15. The Hudsucker Proxy (1994)

1365174504_2.jpg
One of the Coen’s most peculiar films, The Hudsucker Proxy works in fits and starts. The story of Norville Barnes starts on a hysterical high but as he associated with Jennifer Leigh‘s Amy Archer, things begin to slump and the wonderfully “off” comedy mellows into something far more even-keeled. Tim Robbin‘s Barnes is almost too much of an egghead to really win us over but he definitely works the lunkish element to comic gold. It’s just a shame that they couldn’t keep the laugh ratio up throughout its runtime. You know, for the kids.

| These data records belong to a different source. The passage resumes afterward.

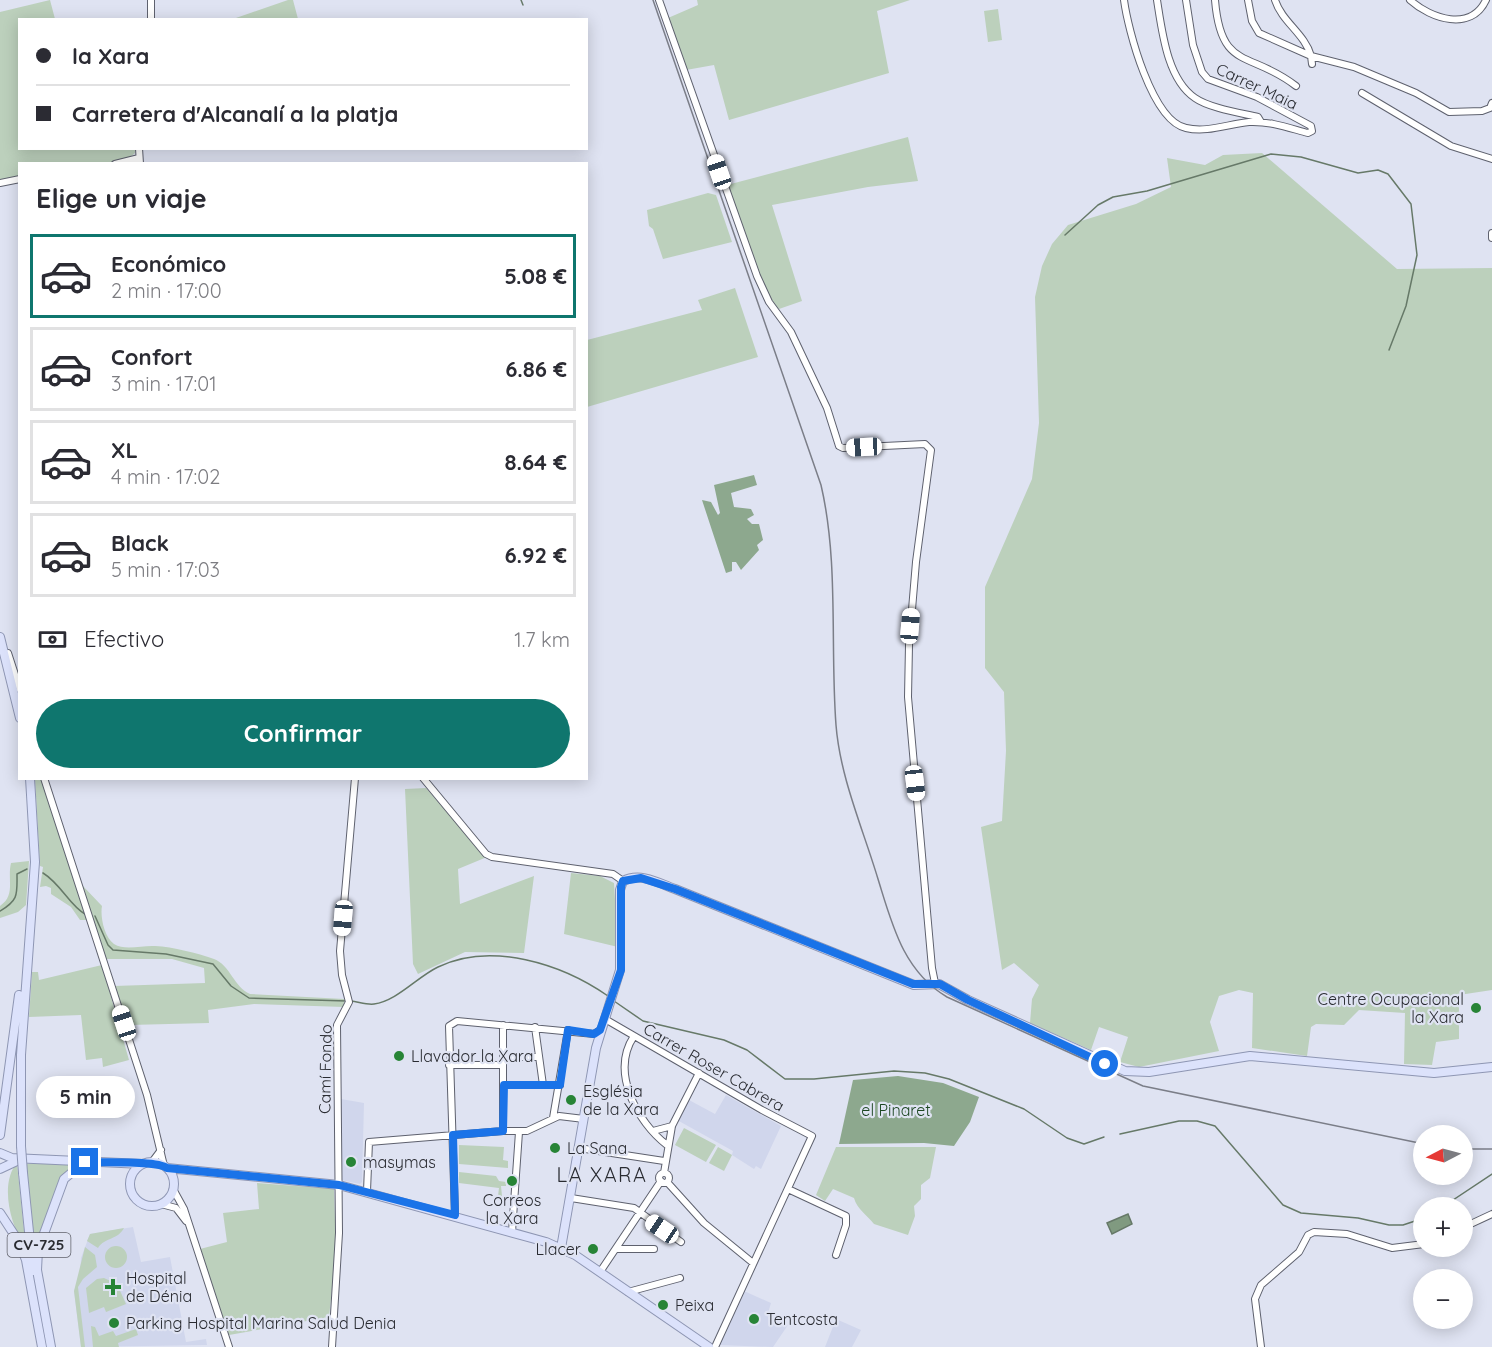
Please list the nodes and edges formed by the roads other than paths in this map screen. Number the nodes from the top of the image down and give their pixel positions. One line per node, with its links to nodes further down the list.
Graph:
1 (151, 0): 11 (street)
2 (659, 0): 33 (street)
3 (1124, 0): 17 (street, Carrer Maia)
4 (1157, 0): 17 (street)
5 (1186, 0): 17 (street, Carrer Maia)
6 (1215, 0): 14 (street)
7 (1248, 0): 12 (street)
8 (1275, 0): 12 (street)
9 (1410, 0): 10 (street)
10 (1489, 1)
11 (151, 18)
12 (1311, 56): 13 (street); 16 (street)
13 (1312, 64)
14 (1296, 86)
15 (1362, 93): 18 (street)
16 (1492, 103)
17 (1261, 122)
18 (1492, 159)
19 (18, 179): 20 (street)
20 (0, 183)
21 (0, 631): 24 (street)
22 (0, 637): 25 (main road)
23 (0, 656): 26 (main road)
24 (18, 684)
25 (18, 711)
26 (18, 713)
27 (30, 780): 32 (main road, CV-725)
28 (45, 780): 57 (street)
29 (355, 780): 71 (street, Camí Fondo)
30 (425, 780): 31 (street)
31 (623, 881): 33 (main road); 34 (main road)
32 (33, 907): 54 (main road, CV-725); 93 (main road, CV-725, bridge)
33 (935, 983): 43 (main road)
34 (605, 1019): 38 (main road); 39 (street, Carrer Roser Cabrera)
35 (503, 1025): 36 (street); 41 (street); 42 (street)
36 (535, 1027): 37 (street); 40 (street)
37 (568, 1030): 38 (street); 47 (street)
38 (597, 1035): 49 (main road)
39 (634, 1036): 44 (street, Carrer Roser Cabrera); 52 (street)
40 (539, 1057): 41 (street); 46 (street)
41 (503, 1061): 42 (street); 45 (street)
42 (449, 1065): 55 (street)
43 (1492, 1067)
44 (699, 1073): 50 (street); 72 (street, Carrer Roser Cabrera)
45 (504, 1085): 46 (street); 51 (street)
46 (543, 1085): 47 (street)
47 (560, 1085): 48 (street)
48 (554, 1118): 49 (street); 53 (street)
49 (584, 1119): 58 (main road)
50 (672, 1126): 52 (street); 56 (street)
51 (503, 1131): 53 (street); 55 (street)
52 (653, 1131): 56 (street)
53 (519, 1132): 82 (street)
54 (0, 1135)
55 (453, 1135): 73 (street); 79 (street)
56 (667, 1145): 61 (street)
57 (162, 1147): 63 (street); 65 (street)
58 (579, 1148): 61 (street); 74 (main road)
59 (0, 1155): 60 (main road); 66 (main road)
60 (29, 1159): 62 (main road); 66 (main road)
61 (664, 1161): 69 (street)
62 (91, 1162): 64 (main road); 94 (main road, CV-725)
63 (148, 1163): 64 (main road); 65 (main road); 68 (main road)
64 (120, 1164): 68 (main road)
65 (166, 1167): 67 (main road); 70 (main road)
66 (0, 1168)
67 (191, 1170): 70 (main road); 71 (main road)
68 (131, 1179): 75 (main road)
69 (664, 1181): 77 (street); 89 (street)
70 (174, 1185): 75 (main road); 81 (street)
71 (339, 1185): 73 (main road); 96 (street, Camí Fondo)
72 (788, 1189): 88 (street); 89 (street)
73 (367, 1191): 79 (main road)
74 (571, 1198): 77 (street); 85 (main road)
75 (161, 1204): 81 (street)
76 (0, 1213): 93 (main road, CV-725)
77 (640, 1214): 83 (street); 87 (street)
78 (1492, 1214): 80 (street)
79 (455, 1215): 82 (main road)
80 (1473, 1223)
81 (190, 1226): 95 (street)
82 (512, 1232): 85 (main road)
83 (681, 1242)
84 (1413, 1245): 99 (street)
85 (561, 1248): 90 (main road)
86 (654, 1248): 87 (street)
87 (616, 1249): 90 (street)
88 (836, 1255)
89 (753, 1263): 98 (street)
90 (600, 1272): 92 (main road)
91 (680, 1278): 92 (street)
92 (628, 1292): 97 (main road)
93 (44, 1347)
94 (51, 1347)
95 (230, 1347)
96 (332, 1347)
97 (709, 1347)
98 (715, 1347)
99 (1261, 1347)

14. Burn After Reading (2008)

burnafterreading.jpg
The most stacked cast the Coens have ever worked with showed up for Burn After Reading which had Brad Pitt return to his dunce roots (Lloyd – True Romance) and pit him against a fire-breathing John Malkovich. George Clooney, Tilda Swinton, Frances McDormand, Richard Jenkins, and J.K. Simmons lent themselves to the effort as well, resulting in an easy to digest if not entirely transcendent product.

13. The Man Who Wasn’t There (2001)

the-man-who-wasnt-there.jpg
Photographed beautifully in black and white is a billow of a film; a smoky, somber meditation on drifting through life. It’s a Coen take on film noir and they nail the aromatic, poised time period nature of it all. As much as it is about spitting in the face of spiritualism and destiny, The Man Who Wasn’t There shows off the darker, more pessimistic tendencies of the Coen’s palette. For a meandering philosophical rumination, it avoids overt abstraction, preferring something more traditional that only once in a while will dip into the strange pools they often swim in. It’s remorsefully lyrical, partly brooding and entirely tragic with Billy Bob Thornton firing off a composed and nuanced performance and Carter Burwell tickling the keys to melancholy effect.

12. Intolerable Cruelty (2003)

r6CCav4ZycNmp2EPUt9DFW2QEhn.jpg
When judging a book by the cover, Intolerable Cruelty clearly looks like the Coen’s worst but man, it really is a left field hit. Filled with all the wonderful quirk of the Coen’s best, it’s part courtroom drama, part black comedy rom-com, stuffed with buoyant performances and drippy dialogue that only the Coens could conjure up. It disintegrates a bit in the second act but all the more hammy elements they dredge up are meant to lambast rather than celebrate generic conventions, and do so perfectly.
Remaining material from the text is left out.